• What the task asks:
Listed below are entries; give the number of lines among them that include "nodes", and only that number.

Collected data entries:
··········
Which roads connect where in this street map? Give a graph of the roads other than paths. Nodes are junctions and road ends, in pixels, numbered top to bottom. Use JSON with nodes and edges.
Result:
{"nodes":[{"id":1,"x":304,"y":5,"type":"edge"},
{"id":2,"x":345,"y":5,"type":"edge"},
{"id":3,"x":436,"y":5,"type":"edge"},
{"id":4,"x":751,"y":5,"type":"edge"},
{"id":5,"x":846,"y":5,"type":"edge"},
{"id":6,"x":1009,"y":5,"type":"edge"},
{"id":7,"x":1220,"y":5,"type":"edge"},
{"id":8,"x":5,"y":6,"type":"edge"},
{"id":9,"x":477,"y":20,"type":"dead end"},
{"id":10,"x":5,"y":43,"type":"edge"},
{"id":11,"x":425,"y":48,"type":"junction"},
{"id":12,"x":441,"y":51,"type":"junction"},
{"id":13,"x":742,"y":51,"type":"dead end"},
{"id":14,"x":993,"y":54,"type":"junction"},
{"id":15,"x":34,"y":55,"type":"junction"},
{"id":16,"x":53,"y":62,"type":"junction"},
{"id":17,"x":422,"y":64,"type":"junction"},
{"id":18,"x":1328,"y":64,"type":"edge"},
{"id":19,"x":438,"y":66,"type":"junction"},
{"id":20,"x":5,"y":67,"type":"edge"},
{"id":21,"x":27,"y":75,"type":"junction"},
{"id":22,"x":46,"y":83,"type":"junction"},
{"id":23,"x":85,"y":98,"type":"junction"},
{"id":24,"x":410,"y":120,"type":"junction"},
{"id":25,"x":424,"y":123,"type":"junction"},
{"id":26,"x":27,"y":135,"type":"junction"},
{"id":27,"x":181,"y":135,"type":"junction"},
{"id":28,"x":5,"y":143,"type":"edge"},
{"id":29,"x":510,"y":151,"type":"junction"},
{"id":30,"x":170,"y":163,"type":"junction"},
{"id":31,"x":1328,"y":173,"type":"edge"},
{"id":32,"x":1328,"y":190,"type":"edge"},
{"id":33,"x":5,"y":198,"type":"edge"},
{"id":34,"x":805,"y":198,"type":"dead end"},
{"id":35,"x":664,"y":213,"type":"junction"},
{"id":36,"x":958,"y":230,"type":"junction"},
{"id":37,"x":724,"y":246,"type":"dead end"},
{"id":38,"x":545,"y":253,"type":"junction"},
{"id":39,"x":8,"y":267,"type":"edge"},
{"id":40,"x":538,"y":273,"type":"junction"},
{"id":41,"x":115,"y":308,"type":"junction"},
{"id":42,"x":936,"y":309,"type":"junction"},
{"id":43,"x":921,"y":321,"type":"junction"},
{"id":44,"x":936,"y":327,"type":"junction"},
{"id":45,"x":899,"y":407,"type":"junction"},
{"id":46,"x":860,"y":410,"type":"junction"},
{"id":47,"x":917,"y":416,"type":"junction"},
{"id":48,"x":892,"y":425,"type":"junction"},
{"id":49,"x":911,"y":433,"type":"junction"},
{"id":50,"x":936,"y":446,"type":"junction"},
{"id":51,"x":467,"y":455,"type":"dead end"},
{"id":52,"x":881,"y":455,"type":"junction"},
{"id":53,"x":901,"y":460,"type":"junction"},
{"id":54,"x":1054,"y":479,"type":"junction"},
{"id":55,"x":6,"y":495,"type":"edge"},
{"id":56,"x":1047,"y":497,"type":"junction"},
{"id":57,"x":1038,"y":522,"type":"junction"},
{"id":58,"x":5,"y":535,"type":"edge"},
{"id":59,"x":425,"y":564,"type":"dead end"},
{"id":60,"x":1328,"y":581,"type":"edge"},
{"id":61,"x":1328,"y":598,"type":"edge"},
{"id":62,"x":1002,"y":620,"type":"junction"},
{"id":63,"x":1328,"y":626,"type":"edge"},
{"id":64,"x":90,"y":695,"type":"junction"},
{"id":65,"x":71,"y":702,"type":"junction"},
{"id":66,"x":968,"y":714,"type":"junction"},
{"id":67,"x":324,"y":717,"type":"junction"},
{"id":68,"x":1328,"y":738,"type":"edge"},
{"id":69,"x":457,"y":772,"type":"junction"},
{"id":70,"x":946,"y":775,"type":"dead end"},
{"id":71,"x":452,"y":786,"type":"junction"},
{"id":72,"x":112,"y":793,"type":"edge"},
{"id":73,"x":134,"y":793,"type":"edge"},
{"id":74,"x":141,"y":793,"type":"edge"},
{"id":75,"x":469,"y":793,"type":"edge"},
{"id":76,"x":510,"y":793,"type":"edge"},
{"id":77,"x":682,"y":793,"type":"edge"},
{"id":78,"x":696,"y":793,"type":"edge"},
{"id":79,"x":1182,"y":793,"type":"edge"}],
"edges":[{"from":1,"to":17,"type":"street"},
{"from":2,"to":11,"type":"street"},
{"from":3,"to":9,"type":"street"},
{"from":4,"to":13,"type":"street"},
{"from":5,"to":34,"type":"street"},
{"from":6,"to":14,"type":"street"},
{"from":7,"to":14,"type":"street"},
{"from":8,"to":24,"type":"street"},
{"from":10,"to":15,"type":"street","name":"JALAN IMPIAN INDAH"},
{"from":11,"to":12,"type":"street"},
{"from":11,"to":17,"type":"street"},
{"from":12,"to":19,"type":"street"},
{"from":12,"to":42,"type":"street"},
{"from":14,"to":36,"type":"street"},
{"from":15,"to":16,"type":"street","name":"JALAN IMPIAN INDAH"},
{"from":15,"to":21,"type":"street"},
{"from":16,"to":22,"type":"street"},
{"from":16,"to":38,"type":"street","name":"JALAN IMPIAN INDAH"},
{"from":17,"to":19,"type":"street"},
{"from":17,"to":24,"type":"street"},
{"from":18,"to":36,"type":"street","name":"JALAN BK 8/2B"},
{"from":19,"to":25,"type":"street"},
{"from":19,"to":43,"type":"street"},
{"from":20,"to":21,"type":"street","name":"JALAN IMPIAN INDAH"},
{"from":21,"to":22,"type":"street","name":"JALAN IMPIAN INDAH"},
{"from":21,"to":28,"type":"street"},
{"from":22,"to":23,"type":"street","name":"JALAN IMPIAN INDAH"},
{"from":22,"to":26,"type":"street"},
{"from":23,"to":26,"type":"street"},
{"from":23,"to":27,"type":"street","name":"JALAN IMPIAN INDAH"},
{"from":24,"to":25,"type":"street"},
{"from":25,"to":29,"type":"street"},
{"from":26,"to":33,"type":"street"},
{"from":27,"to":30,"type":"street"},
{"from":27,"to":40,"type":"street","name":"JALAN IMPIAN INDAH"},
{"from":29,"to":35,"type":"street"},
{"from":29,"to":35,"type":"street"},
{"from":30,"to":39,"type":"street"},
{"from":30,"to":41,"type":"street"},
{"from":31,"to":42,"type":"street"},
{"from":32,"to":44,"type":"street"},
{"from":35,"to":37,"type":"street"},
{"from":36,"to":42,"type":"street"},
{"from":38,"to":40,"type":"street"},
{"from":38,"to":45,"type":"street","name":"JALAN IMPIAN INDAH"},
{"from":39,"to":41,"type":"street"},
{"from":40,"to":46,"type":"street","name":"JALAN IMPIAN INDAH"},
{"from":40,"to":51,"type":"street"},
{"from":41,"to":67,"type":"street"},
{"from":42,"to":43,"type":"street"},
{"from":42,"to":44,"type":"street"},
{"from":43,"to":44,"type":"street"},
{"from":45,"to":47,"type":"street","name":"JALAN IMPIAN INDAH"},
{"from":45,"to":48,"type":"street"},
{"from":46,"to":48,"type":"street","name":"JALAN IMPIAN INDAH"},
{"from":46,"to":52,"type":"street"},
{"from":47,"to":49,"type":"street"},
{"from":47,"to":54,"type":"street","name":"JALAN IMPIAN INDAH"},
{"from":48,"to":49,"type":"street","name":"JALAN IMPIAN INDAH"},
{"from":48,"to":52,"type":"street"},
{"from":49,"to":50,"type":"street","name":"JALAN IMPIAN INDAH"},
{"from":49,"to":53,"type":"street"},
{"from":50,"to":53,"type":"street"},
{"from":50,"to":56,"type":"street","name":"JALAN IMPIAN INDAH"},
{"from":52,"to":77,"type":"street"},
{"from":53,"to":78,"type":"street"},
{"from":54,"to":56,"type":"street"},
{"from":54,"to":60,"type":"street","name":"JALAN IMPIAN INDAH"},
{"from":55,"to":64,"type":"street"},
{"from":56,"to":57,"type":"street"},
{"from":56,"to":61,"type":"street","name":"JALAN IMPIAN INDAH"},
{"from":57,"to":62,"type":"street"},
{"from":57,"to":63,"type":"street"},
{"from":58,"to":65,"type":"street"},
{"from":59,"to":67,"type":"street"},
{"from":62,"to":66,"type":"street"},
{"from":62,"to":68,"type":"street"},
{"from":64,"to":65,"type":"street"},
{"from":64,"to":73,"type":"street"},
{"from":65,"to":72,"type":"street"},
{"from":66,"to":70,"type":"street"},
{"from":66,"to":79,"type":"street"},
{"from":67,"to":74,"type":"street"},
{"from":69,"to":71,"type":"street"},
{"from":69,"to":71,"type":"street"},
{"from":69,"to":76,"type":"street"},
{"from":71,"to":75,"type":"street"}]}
··········
• Result of this task:
2